Well, everyone enjoys greenfield development and a marketable CV. I'd rather got paid for building e.g. my own (crappy) distributed message queue! So if I am forced to use your stuff it's better be top-notch and using latest tech.
One of the ongoing narratives here on HN and elsewhere is that there's ‘a new JavaScript framework every other week’, as if that's a bad thing.
A bit further down the thread, Sebastian says:
> Revel in fragmentation and duplication because without it there's stagnation and it stifles innovation.
And that just resonates with me. We have a large amount of fragmentation in JS-land, but also an incredible amount of innovation. That sparkly new hobby framework written by your random Joe Programmer may contain a brilliant idea or two, and for that it's already a net-positive addition to our world.
There's this idea that you'll get hopelessly lost trying to find your way through some sort of framework jungle, but what we really have is options and innovation. If you don't want the hassle, then by all means just go with something obviously solid, stable and here to stay, like Ember or AngularJS.

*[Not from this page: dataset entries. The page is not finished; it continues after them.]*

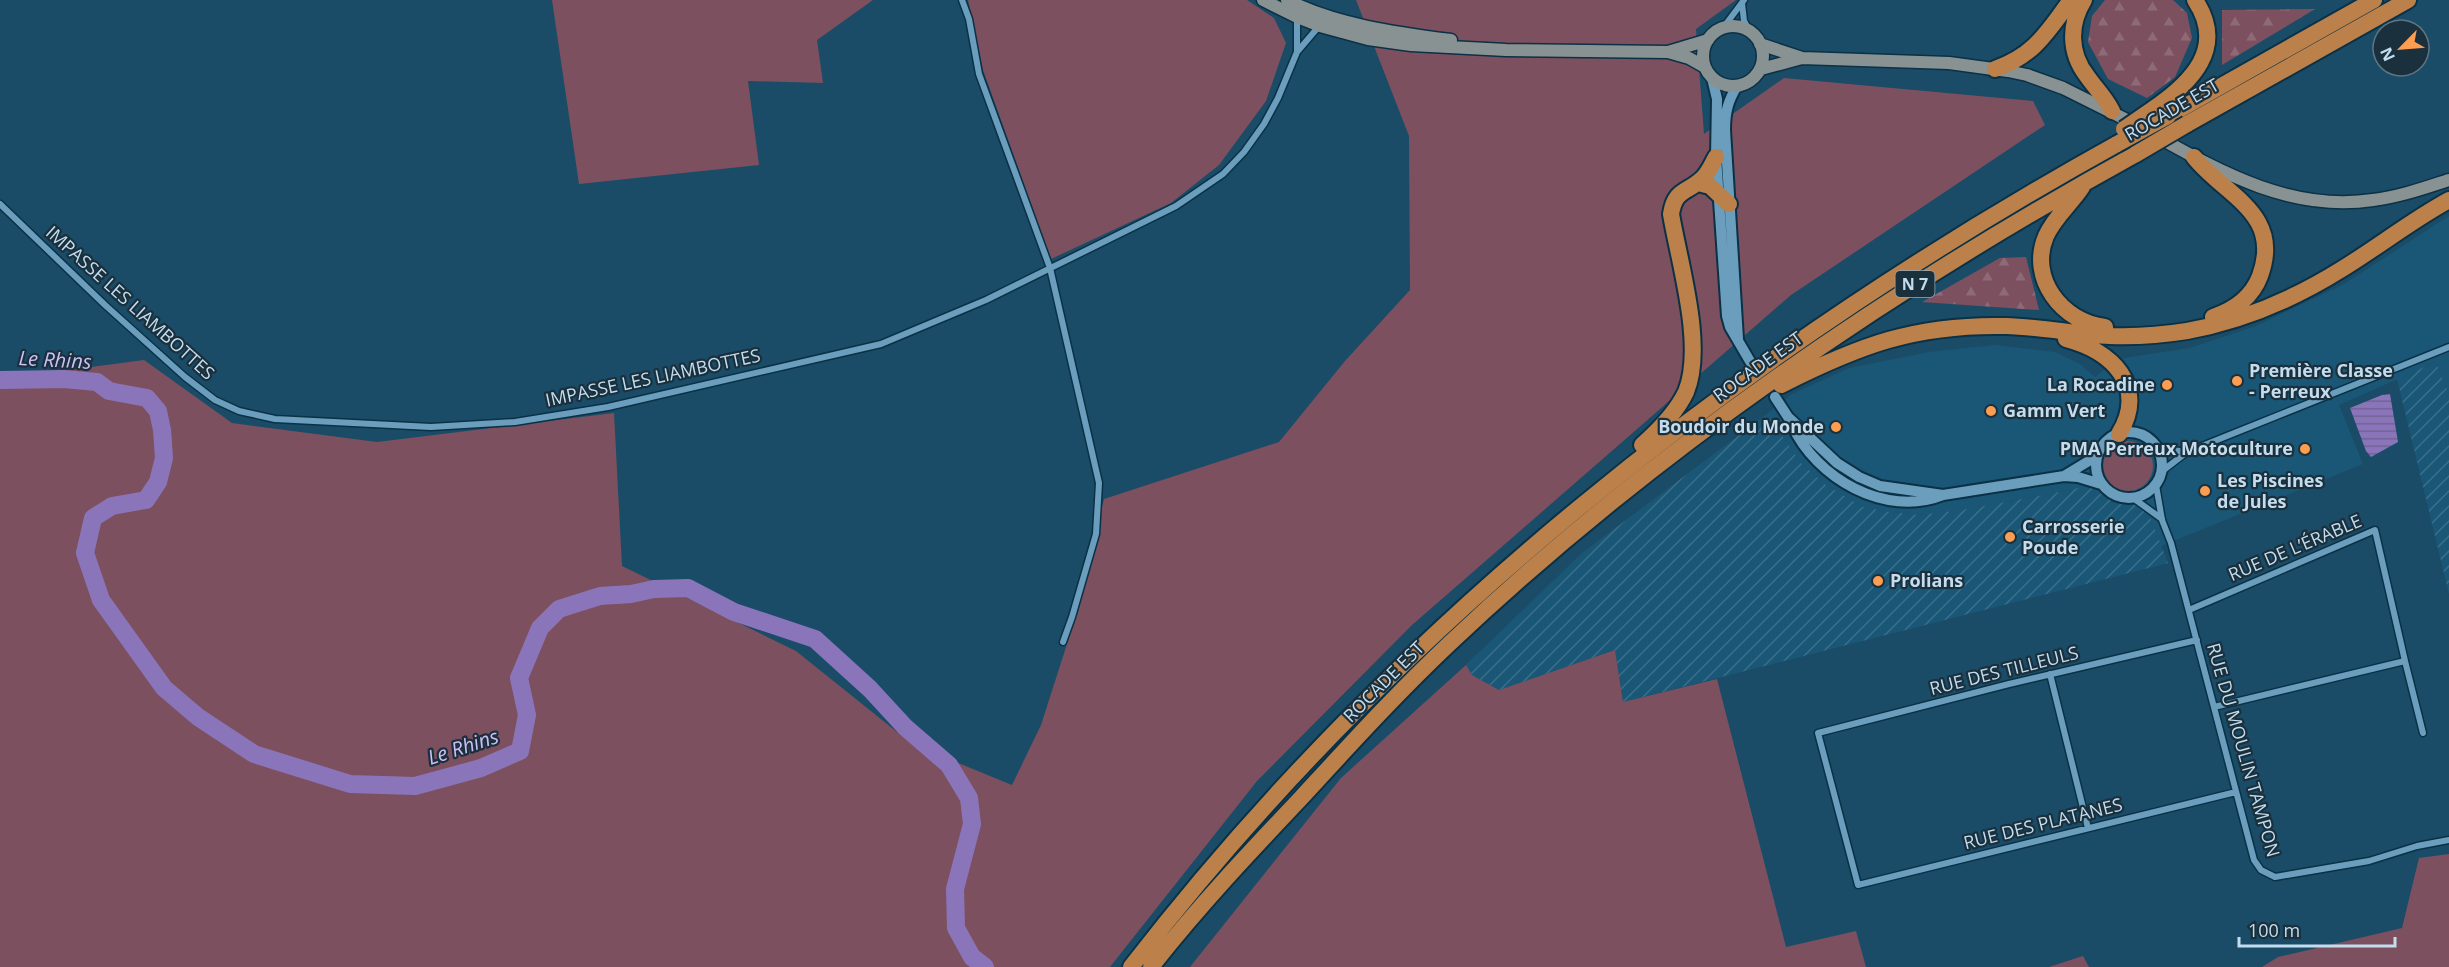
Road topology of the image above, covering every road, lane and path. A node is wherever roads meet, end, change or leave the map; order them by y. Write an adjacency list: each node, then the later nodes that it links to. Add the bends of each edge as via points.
1 (962, 0): 37 (street, via 979,74)
2 (1263, 0): 11 (main road)
3 (1287, 0): 10 (main road)
4 (2071, 0): 23 (highway, via 2033,50)
5 (2084, 0): 26 (highway, via 2073,26 2074,52)
6 (2195, 0): 27 (highway, via 2203,16 2206,47 2200,65)
7 (2374, 0): 27 (highway, ROCADE EST)
8 (2408, 0): 31 (highway, ROCADE EST / N 7, bridge)
9 (1743, 1): 13 (street); 14 (street, via 1744,21)
10 (1314, 11): 11 (main road); 12 (street); 17 (main road, via 1371,27)
11 (1297, 17): 12 (main road); 18 (street)
12 (1320, 26): 17 (main road, via 1411,45); 18 (street)
13 (1723, 28): 14 (main road); 15 (main road)
14 (1749, 30): 16 (main road)
15 (1708, 40): 19 (main road); 21 (main road, via 1703,53)
16 (1761, 44): 20 (main road); 22 (main road)
17 (1530, 49): 19 (main road)
18 (1297, 52): 37 (street, IMPASSE LES LIAMBOTTES, via 1264,124 1223,174 1176,206)
19 (1668, 52): 21 (main road)
20 (1802, 58): 22 (main road); 23 (main road, via 1949,63)
21 (1705, 67): 24 (main road)
22 (1761, 69): 25 (main road, via 1751,80)
23 (1995, 69): 26 (main road, via 2027,75)
24 (1712, 78): 25 (main road); 28 (street, via 1717,99)
25 (1737, 86): 36 (street, via 1725,112)
26 (2112, 111): 29 (main road)
27 (2160, 113): 53 (highway, ROCADE EST, bridge, via 2095,157 1860,299 1736,384)
28 (1716, 157): 32 (highway); 33 (street)
29 (2194, 157): 30 (main road, via 2254,186 2307,200 2372,201); 31 (highway, via 2250,209 2264,243 2263,266 2254,288 2236,306 2204,320 2164,326 2096,326 2080,321 2057,302 2043,275 2042,251 2052,225)
30 (2449, 180)
31 (2085, 182): 42 (highway, ROCADE EST / N 7, via 1870,312)
32 (1698, 183): 33 (highway); 53 (highway, via 1676,197 1671,214 1692,342 1686,391 1656,433 1590,487)
33 (1718, 191): 36 (highway); 39 (street, via 1727,316)
34 (2449, 200): 38 (highway, via 2315,285 2242,317 2188,330 2137,336)
35 (0, 204): 37 (street, IMPASSE LES LIAMBOTTES, via 105,305 215,400 266,417 327,423 432,427 515,422 608,407 881,344)
36 (1729, 204): 39 (street)
37 (1050, 268): 57 (street, via 1099,483 1096,534)
38 (2044, 328): 42 (highway, via 1947,328 1890,338); 44 (highway, via 2057,337 2097,350 2116,367 2131,396)
39 (1738, 339): 41 (street)
40 (2449, 347): 46 (street)
41 (1751, 363)
42 (1752, 394): 67 (highway, ROCADE EST, via 1552,552 1449,643 1216,887)
43 (1775, 397): 49 (street, via 1798,438 1820,464 1848,484 1875,496 1920,501)
44 (2119, 434): 45 (street, via 2140,434); 47 (street, via 2105,442)
45 (2157, 448): 46 (street); 48 (street)
46 (2187, 452): 48 (street)
47 (2097, 456): 49 (street); 50 (street, via 2096,471)
48 (2161, 472): 51 (street)
49 (2064, 476): 50 (street)
50 (2102, 484): 52 (street, via 2115,496)
51 (2156, 484): 52 (street); 54 (street, RUE DU MOULIN TAMPON)
52 (2133, 498): 54 (street)
53 (1582, 505): 66 (highway, ROCADE EST, via 1439,631 1289,780 1175,909)
54 (2162, 520): 55 (street, RUE DU MOULIN TAMPON)
55 (2189, 610): 56 (street, RUE DU MOULIN TAMPON); 58 (street, RUE DE L’ÉRABLE, via 2375,530)
56 (2197, 640): 59 (street, RUE DES TILLEULS); 60 (street, RUE DU MOULIN TAMPON)
57 (1062, 642)
58 (2405, 661): 60 (street); 61 (street)
59 (2050, 674): 63 (street); 65 (street, RUE DES TILLEULS, via 1818,733)
60 (2214, 707): 62 (street, RUE DU MOULIN TAMPON)
61 (2422, 733)
62 (2236, 792): 63 (street, RUE DES PLATANES); 64 (street, RUE DU MOULIN TAMPON, via 2254,860 2261,870 2275,877 2370,861)
63 (2088, 828): 65 (street, RUE DES PLATANES)
64 (2449, 840)
65 (1858, 885)
66 (1131, 967)
67 (1151, 967)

Innovation is good. I think the knock against "a new JavaScript framework every other week" stems from seeing JavaScript tools, frameworks, and libraries throwing aside 60-70 years of solid design patterns and architectural principles in favor of "minimum viable product" in order to be "first to market." This has resulted in a plethora of relatively immature tools and frameworks that are just better enough than the previous generation of tools to warrant using, but use of the new tools and frameworks to engineer quality software also results in a lot of frustration.
For an exercise in what I describe above, try taking an existing AngularJS (v1.x) application, add some non-AngularJS components using ES6, then attempt to generate a comprehensive test coverage report over all of the components in a single testing pass using Gulp, Webpack 2, and Karma. Bonus points if you figure out where to add Istanbul correctly on the first pass through it.

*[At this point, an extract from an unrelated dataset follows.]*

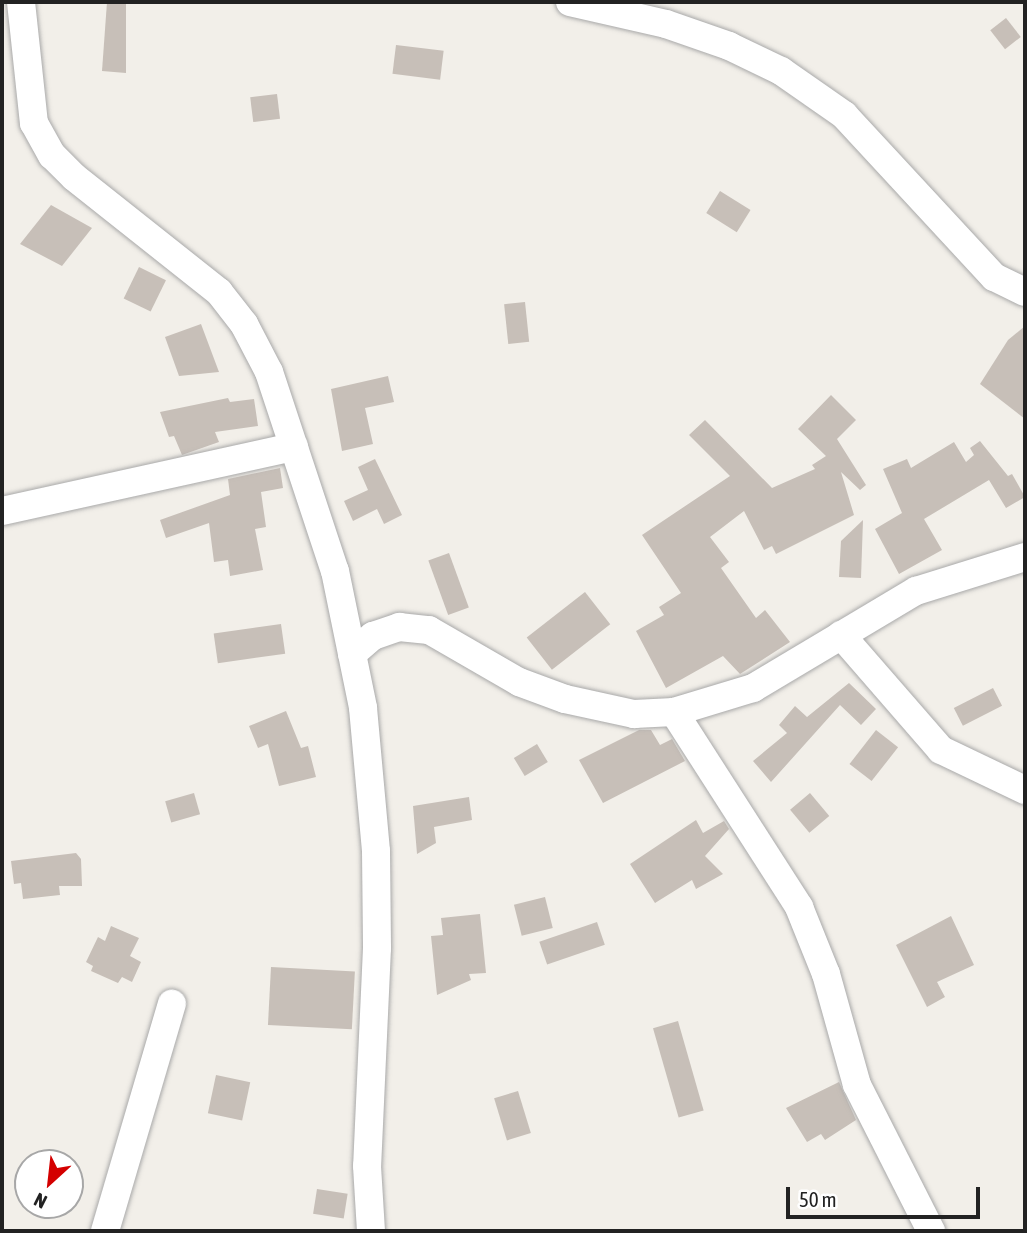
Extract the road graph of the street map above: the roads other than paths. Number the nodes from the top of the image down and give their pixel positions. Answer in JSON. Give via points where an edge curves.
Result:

The thing that is unique about JS is that most people see it as unnecessary and detrimental. No one cares about Joe's brilliant idea if it's used to render text (where a server-side template would've done just fine) or serve ads.

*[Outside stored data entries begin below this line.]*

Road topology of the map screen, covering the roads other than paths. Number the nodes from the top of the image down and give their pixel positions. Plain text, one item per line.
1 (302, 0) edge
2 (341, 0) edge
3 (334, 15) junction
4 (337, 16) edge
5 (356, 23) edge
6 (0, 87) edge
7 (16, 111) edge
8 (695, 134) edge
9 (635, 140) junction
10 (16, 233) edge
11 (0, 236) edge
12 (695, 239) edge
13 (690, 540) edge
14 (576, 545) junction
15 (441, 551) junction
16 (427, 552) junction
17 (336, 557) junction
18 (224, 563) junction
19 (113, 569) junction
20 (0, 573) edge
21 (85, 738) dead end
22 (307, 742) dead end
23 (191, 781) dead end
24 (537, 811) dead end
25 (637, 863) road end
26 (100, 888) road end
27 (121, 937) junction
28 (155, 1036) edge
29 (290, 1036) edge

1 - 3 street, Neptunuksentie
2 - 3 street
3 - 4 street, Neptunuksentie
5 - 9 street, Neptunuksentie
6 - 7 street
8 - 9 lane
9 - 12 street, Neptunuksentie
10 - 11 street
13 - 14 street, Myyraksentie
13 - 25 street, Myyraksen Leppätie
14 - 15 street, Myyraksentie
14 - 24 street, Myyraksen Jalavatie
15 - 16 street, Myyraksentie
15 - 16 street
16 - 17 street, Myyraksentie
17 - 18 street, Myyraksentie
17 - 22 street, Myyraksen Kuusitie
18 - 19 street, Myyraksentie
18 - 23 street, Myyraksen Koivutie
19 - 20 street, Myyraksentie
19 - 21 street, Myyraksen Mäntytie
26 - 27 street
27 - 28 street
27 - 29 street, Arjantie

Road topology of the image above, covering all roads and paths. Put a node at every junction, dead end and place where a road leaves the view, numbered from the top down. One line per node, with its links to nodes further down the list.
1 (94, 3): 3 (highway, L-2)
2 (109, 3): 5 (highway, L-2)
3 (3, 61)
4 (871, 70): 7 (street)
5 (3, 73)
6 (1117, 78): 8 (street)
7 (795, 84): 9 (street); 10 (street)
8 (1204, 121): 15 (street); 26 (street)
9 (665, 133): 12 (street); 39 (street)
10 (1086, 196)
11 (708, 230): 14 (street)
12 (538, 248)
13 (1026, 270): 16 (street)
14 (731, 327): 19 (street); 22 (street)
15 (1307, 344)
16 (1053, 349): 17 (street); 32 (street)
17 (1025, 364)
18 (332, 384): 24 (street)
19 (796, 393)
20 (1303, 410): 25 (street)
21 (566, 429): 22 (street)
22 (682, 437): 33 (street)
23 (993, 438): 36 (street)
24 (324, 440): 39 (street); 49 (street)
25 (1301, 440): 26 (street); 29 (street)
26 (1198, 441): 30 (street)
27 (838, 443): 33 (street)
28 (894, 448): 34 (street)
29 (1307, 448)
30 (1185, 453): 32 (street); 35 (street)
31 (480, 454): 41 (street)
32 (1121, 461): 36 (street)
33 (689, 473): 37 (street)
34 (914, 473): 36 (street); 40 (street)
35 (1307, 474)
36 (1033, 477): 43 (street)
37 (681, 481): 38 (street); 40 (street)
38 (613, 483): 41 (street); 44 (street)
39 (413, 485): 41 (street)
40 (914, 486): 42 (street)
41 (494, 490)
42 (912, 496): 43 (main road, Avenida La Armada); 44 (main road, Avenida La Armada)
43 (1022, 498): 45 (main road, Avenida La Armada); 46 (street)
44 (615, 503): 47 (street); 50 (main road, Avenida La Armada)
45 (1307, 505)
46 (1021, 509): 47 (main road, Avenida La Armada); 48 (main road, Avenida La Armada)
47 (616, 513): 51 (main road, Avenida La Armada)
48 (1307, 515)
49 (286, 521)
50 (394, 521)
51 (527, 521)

Still, I'm on Sebastian's side. Being a maintainer of a popular project is tough.
Word.
Anyone who's not famous and tries stepping out of line will be put through the same meat-grinder. The majority seem to think that the way to get anywhere in this world is to make sure that no one else gets there first, which couldn't be further from the truth. That being said, there will never be any progress without people stepping out of line.
Engineers have insanely high standards of products. They expect you to be using the latest and greatest tech and design. If you're running a LAMP stack SaaS, must be crap. They will sit and flame war for hours about tabs vs spaces, syntax, best practices, formatting.
Then there is trying to convince an engineer to pay for a product. Besides engineers typically being extremely frugal (I think it stems from the enjoyment of micro optimizing spending and finances), they'd also rather just build that product themselves. After all, what's the point of being an engineer if they can't just build it themself?
Great engineers will custom build product and tools for internal use, where great founders will find other products and companies that solve the problem and pay for them.